- Required action:
Below are some records. Output the lines from the first one through the line that holds "I need the junctions", exactly as written, with no pictures.

[Collected data entries]
-- Opening Marker --
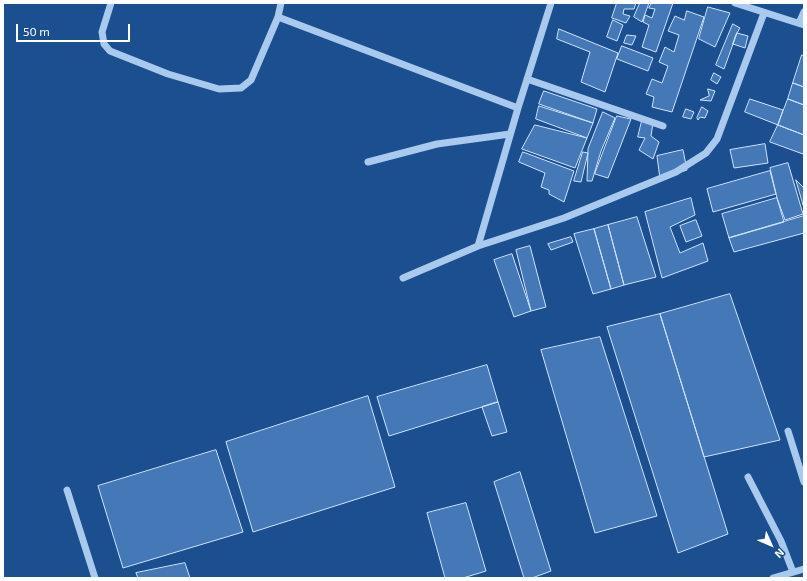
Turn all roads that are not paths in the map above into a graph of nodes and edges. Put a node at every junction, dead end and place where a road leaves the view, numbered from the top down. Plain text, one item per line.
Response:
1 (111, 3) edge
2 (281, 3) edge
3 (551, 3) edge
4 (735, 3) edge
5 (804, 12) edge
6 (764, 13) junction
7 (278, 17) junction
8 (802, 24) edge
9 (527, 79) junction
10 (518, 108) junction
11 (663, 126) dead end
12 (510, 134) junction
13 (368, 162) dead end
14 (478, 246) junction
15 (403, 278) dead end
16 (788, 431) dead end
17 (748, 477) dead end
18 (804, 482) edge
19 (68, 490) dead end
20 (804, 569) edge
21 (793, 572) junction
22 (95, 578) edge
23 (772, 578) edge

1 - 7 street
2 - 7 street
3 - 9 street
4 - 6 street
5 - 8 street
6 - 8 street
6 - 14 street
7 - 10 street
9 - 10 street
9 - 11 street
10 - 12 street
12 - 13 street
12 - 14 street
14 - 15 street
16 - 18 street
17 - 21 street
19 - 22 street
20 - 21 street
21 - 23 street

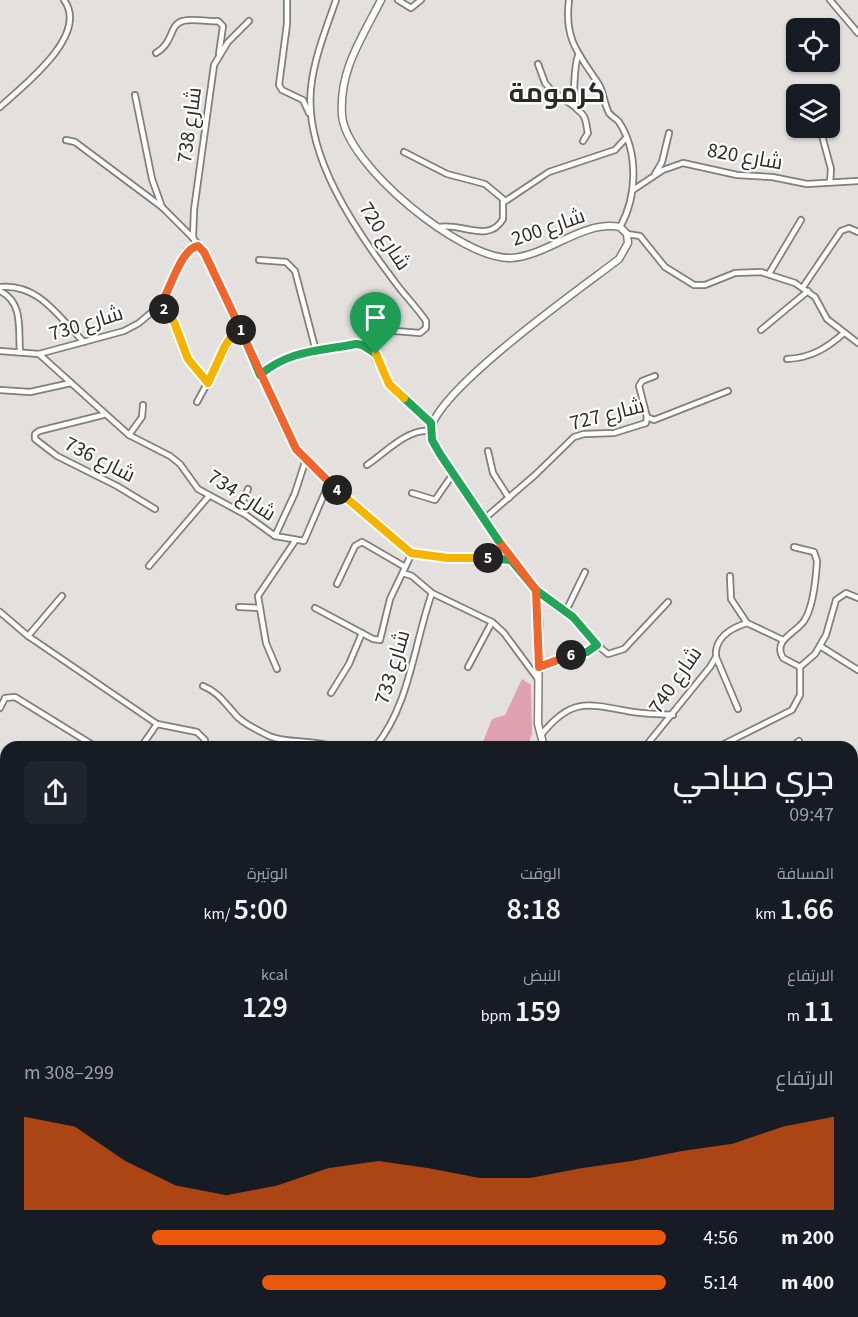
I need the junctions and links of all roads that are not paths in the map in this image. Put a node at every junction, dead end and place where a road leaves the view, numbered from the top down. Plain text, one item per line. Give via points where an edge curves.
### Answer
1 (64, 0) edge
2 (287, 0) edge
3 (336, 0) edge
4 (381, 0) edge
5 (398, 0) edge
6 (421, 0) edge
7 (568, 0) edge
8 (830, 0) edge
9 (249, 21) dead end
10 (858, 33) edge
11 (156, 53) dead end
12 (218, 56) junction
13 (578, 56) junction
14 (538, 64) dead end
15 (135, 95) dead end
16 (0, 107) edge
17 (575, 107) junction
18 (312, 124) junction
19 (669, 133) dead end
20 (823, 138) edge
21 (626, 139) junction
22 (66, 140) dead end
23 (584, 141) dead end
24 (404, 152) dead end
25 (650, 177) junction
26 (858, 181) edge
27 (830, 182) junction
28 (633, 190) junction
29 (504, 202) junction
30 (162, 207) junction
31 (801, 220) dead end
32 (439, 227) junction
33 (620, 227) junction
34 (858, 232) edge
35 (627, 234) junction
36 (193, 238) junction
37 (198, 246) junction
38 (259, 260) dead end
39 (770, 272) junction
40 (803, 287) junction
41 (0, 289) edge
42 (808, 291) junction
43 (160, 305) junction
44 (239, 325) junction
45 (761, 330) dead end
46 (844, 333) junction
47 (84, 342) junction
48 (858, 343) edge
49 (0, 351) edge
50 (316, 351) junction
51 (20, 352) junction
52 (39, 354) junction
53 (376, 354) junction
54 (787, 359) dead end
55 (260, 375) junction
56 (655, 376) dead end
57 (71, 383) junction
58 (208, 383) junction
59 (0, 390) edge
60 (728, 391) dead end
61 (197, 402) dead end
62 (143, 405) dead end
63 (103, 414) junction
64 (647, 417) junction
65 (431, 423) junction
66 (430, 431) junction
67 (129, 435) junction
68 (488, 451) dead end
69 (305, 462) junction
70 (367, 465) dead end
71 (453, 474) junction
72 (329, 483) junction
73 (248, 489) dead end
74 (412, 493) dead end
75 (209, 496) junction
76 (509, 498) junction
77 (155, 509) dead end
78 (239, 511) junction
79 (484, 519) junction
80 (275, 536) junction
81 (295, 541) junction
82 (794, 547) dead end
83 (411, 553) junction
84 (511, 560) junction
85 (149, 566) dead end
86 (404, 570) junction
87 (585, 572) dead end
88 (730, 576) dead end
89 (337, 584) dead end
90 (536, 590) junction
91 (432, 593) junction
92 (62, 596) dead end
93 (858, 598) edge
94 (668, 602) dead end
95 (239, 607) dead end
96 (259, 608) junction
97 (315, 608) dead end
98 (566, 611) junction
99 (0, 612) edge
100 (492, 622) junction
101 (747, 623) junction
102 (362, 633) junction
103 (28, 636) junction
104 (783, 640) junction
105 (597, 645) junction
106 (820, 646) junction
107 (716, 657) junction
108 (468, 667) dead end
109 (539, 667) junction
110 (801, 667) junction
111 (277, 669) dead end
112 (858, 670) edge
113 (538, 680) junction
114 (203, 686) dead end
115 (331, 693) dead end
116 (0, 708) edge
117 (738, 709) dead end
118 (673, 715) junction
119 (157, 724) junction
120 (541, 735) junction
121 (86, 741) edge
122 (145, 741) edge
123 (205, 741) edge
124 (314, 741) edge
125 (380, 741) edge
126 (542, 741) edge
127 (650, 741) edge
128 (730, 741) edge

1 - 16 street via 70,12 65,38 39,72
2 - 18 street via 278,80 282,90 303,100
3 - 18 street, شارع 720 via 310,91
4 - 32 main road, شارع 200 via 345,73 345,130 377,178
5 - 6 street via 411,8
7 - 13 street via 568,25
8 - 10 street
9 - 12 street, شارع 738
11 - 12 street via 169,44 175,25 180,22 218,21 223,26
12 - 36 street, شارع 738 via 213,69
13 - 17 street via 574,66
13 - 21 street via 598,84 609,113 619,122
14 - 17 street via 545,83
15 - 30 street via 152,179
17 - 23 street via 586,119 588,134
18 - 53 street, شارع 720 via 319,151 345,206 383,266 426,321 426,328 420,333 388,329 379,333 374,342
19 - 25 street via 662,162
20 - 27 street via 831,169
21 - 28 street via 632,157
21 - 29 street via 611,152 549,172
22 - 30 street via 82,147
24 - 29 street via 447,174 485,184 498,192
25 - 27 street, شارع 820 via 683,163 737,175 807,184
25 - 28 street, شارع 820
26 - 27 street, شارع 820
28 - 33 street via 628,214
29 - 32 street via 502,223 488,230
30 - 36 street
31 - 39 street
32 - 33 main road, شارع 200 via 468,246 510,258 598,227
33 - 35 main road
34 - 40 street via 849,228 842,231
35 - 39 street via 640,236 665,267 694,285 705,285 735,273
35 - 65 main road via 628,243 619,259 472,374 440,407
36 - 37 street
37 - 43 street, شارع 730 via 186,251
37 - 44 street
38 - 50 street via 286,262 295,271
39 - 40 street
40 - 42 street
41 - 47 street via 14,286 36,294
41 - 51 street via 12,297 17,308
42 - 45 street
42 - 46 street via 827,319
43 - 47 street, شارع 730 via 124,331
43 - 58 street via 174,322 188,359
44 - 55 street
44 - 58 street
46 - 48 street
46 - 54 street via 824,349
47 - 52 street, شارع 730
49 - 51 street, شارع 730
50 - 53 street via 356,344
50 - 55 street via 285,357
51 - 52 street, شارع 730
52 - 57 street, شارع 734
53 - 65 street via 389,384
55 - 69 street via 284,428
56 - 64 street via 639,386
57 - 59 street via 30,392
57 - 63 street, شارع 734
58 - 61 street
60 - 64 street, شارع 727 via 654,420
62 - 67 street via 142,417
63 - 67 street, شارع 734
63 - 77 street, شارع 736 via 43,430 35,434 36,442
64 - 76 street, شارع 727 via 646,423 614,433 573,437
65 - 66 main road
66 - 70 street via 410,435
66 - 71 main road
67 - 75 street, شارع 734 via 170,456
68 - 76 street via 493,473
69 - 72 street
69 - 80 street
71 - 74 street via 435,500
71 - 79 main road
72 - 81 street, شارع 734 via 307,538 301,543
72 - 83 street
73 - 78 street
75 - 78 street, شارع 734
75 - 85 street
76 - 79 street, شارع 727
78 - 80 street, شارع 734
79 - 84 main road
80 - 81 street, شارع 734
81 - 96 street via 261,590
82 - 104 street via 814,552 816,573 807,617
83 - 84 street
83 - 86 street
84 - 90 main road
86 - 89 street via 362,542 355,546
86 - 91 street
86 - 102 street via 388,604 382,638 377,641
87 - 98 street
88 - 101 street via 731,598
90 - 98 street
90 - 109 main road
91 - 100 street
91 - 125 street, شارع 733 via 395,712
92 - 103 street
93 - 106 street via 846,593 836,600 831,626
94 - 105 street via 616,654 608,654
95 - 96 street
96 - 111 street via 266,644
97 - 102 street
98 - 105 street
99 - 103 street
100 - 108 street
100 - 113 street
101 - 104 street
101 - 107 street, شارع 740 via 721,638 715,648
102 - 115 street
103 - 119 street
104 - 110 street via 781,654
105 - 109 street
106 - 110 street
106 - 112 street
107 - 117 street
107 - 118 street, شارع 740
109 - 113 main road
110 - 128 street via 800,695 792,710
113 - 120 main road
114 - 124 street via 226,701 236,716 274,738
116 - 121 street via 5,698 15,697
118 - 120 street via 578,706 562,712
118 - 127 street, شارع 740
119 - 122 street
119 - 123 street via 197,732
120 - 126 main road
-- Closing Marker --
- Reply to the exercise:
Turn all roads that are not paths in the map above into a graph of nodes and edges. Put a node at every junction, dead end and place where a road leaves the view, numbered from the top down. Plain text, one item per line.
Response:
1 (111, 3) edge
2 (281, 3) edge
3 (551, 3) edge
4 (735, 3) edge
5 (804, 12) edge
6 (764, 13) junction
7 (278, 17) junction
8 (802, 24) edge
9 (527, 79) junction
10 (518, 108) junction
11 (663, 126) dead end
12 (510, 134) junction
13 (368, 162) dead end
14 (478, 246) junction
15 (403, 278) dead end
16 (788, 431) dead end
17 (748, 477) dead end
18 (804, 482) edge
19 (68, 490) dead end
20 (804, 569) edge
21 (793, 572) junction
22 (95, 578) edge
23 (772, 578) edge

1 - 7 street
2 - 7 street
3 - 9 street
4 - 6 street
5 - 8 street
6 - 8 street
6 - 14 street
7 - 10 street
9 - 10 street
9 - 11 street
10 - 12 street
12 - 13 street
12 - 14 street
14 - 15 street
16 - 18 street
17 - 21 street
19 - 22 street
20 - 21 street
21 - 23 street

I need the junctions and links of all roads that are not paths in the map in this image. Put a node at every junction, dead end and place where a road leaves the view, numbered from the top down. Plain text, one item per line. Give via points where an edge curves.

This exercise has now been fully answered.